Are government agencies or private utilities to blame for state’s wildfires?
By JIM MATTHEWS
The question I pose to you is this: Who should home owners sue if they lose their home in a wildfire?
In Northern California, the target was painted on the back of Pacific Gas and Electric (PG&E). After last year’s horrific Camp Fire that destroyed the town of Paradise and claimed the lives of 85 people, PG&E was blamed. The utility was also blamed for 17 of the 21 major fires in the region in 2017, according to the California Department of Forest and Fire Protection. PG&E filed for bankruptcy in late January this year because of all the lawsuits. Think about that. California’s largest utility filed for bankruptcy because of wildfires.
So fearful of the litigation train heading down the tracks, Southern California Edison has gone to strategic blackouts during high winds to protect against fires sparked by arcing lines and transformer failures. Powering down is the solution. On just Thursday this week, over a half-million people had their power shutoff – including most that were miles from any possible fire danger.

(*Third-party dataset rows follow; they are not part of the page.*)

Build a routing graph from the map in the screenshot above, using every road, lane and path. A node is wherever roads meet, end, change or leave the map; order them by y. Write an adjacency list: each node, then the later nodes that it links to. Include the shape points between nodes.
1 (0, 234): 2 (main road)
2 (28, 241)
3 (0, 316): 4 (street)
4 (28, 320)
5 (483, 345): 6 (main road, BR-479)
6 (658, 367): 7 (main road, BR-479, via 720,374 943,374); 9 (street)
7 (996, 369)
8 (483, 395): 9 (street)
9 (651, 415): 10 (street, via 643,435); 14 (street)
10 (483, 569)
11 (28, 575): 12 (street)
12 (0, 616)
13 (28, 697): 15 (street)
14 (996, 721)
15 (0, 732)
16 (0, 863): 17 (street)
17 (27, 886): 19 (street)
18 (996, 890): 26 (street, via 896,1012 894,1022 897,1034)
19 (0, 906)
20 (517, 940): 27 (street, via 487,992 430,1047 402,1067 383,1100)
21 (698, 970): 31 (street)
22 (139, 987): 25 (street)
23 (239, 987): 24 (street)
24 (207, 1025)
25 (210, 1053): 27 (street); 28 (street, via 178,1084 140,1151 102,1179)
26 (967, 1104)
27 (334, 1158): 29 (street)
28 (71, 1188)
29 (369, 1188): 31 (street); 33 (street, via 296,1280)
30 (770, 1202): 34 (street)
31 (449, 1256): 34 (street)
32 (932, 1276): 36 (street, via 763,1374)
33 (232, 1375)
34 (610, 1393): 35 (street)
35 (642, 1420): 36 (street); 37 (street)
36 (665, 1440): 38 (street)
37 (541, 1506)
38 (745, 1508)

The city-owned Los Angeles Department of Water and Power (LADWP) held a joint press conference with the mayor of Los Angeles to assure the LADWP-caused Getty Fire – which destroyed over a dozen homes – was an “act of god.” Never mind it was an LADWP line that arced after a eucalyptus branch fell on the lines causing the blaze. The press release assured the public the city utility did all required clearing to prevent such an event from happening. It wasn’t responsible.
So government is not culpable when they are responsible for the fires, but private utilities are?
There is no question PG&E was at least partially responsible for fire the ravaged Paradise, but blame for the loss of live and property in that blaze – in all contemporary fires in California – goes well beyond the ignition point.
In Paradise, which is an unincorporated city in Butte County, there is a paved single road into and out of town. That is a safety nightmare, and many of the deaths were on that clogged route when traffic came to a halt. Better zoning and planning could have eased this problem.
Butte County brush and tree clearance laws are poorly enforced, especially in rural areas. The state and federal government did not have effective clearance zones around the rural town. So the fire raced through town and its rich fuel load.
But this is also true at every mountain community in Southern California. Part of that is because the residents fight clearance (they like the trees) and mostly because government agencies don’t put this as a high budget priority. Utilities, like PG&E and Edison, often try to do effective clearance around their facilities that run through state or federal lands, but they often face months or years of delays to do work because of environmental laws and other restrictions on the work. If they see a need to clear beyond the allowed buffer (like LADWP should have done with the eucalyptus tree that fell on their line), they either don’t do the work (still meeting the letter of the law) or have to apply for special permits and wait longer.
The U.S. Forest Service is perhaps the biggest culprit in most wildfires. Literally decades of mismanagement or lack of management have led to forests that don’t have effective firebreaks, thinning (which DOES slow the speed of fires), or timber harvests. All of those things can and once did slow or stop fire progression. When used in conjunction with today’s air assault on flames, the massive fires could be tamed. If the agency was able to spend just a small fraction of the emergency funds in burns up fighting wildlifes each year on prevention and other management measures, it could solve the problem in a decade.
The USFS spent $2.9 billion combating wildfires in 2017, 12 times more than in 1985. The 2018 number for wildland firefighting costs on just a federal level was $3.1 billion.
Studies show that firebreaks can and do work. Clearing can and does work. Defensible space is essential to protect homes. There has been an increase spending under the Trump Administration within federal agencies to do more fire prevention, but most of the new money doesn’t kick in until 2020. State and municipalities can do more in communities that abut open space to make sure they do their job and residents do their part.
So who do you sue? Who is responsible?
Is the homeowner, who builds in the middle of a wildland tinderbox, at all culpable? Is it fair that utilities pass on the costs of litigation settlement to ratepayers who live in more defensible places? Is it fair that government utilities and agencies don’t take responsibility for any of the problems they directly cause? Are private utilities, beholden to stockholders, liable for the corners they might cut for a profit?
All are responsible, but only the utilities are being sued. It is then the public who has to suffer with increased rates and insane blackouts. This is primarily a government management and regulatory failure on all levels.